In der Vergangenheit kämpften die herrschenden Gruppen aller Länder, auch wenn sie ihr gemeinsames Interesse erkennen und deshalb die Destruktivität des Krieges beschränken mochten, doch eine gegen die andere, und der Sieger plünderte stets den Besiegten aus. Heutzutage kämpfen sie überhaupt nicht mehr gegeneinander. Der Krieg wird von jeder herrschenden Gruppe gegen ihre eigenen Untertanen geführt, und sein Ziel ist nicht, Gebiete zu erobern oder Eroberungen zu verhindern, sondern die Gesellschaftsstruktur aufrecht zu erhalten. Daher ist schon das Wort »Krieg« irreführend. Es wäre vermutlich richtig zu sagen, der Krieg habe dadurch, dass er zum Dauerzustand geworden ist, aufgehört zu existieren. Der spezifische Druck, den er zwischen dem Neolithikum und dem frühen zwanzigsten Jahrhundert auf die Menschen ausgeübt hat, ist verschwunden und wurde durch etwas ganz anderes ersetzt. Die Wirkung wäre ziemlich die gleiche, wenn die drei Superstaaten, statt einander zu bekämpfen, übereinkämen, in dauerndem Friedenszustand zu leben, wobei jeder innerhalb seiner eigenen Grenzen unangefochten bleibt.

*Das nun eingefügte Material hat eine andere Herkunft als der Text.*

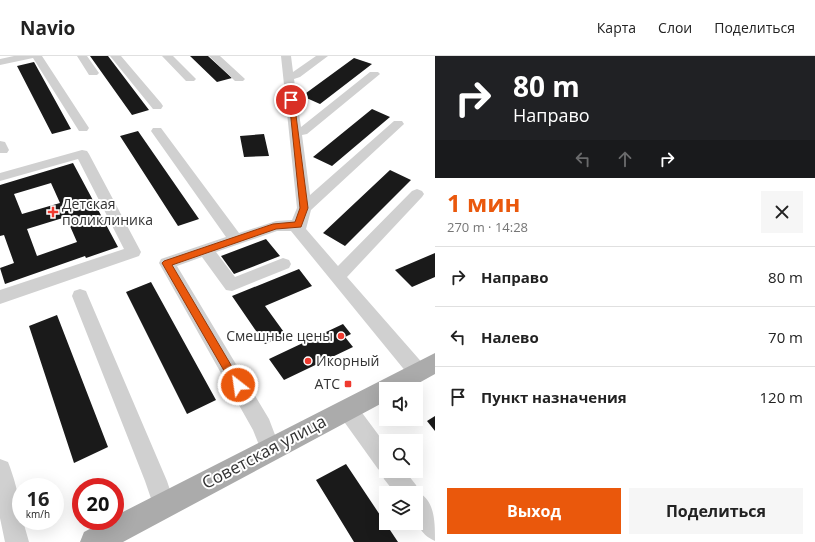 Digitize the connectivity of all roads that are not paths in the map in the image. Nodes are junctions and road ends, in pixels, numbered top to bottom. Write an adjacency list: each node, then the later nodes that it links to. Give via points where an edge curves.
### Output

In diesem Fall wäre jeder ein in sich abgeschlossenes Universum, das für immer vom ernüchternden Einfluss äußerer Gefahr befreit wäre. Ein wirklich dauerhafter Friede wäre das gleiche wie dauernder Krieg. Das ist – wenn auch die große Mehrheit der Parteimitglieder es nur in einem oberflächlicheren Sinn versteht – die tiefere Bedeutung des Parteislogans:

KRIEG IST FRIEDEN.


Hinweis: Eric Arthur Blair führte den Autorennamen George Orwell. In seinem Buch 1984 wurden die beiden Kapitel der Goldstein-Fragmente veröffentlicht. Das Kapitel »Krieg ist Frieden« trägt die Nummer 3. Kapitel 2, das sich vermutlich mit dem Parteislogan »Freiheit ist Sklaverei« und seiner Umkehrung – Sklaverei ist Freiheit –befasste, gilt als verloren. Die Auswirkung dieses Slogans wird aber im gesamten restlichen Buch von George Orwell ausführlich beschrieben. Und sie kann in unserer Gegenwart überall dort beobachtet werden, wo freiheitliche Demokratien entweder vorübergehend oder dauerhaft in hygienefaschistische Regime umgewandelt werden.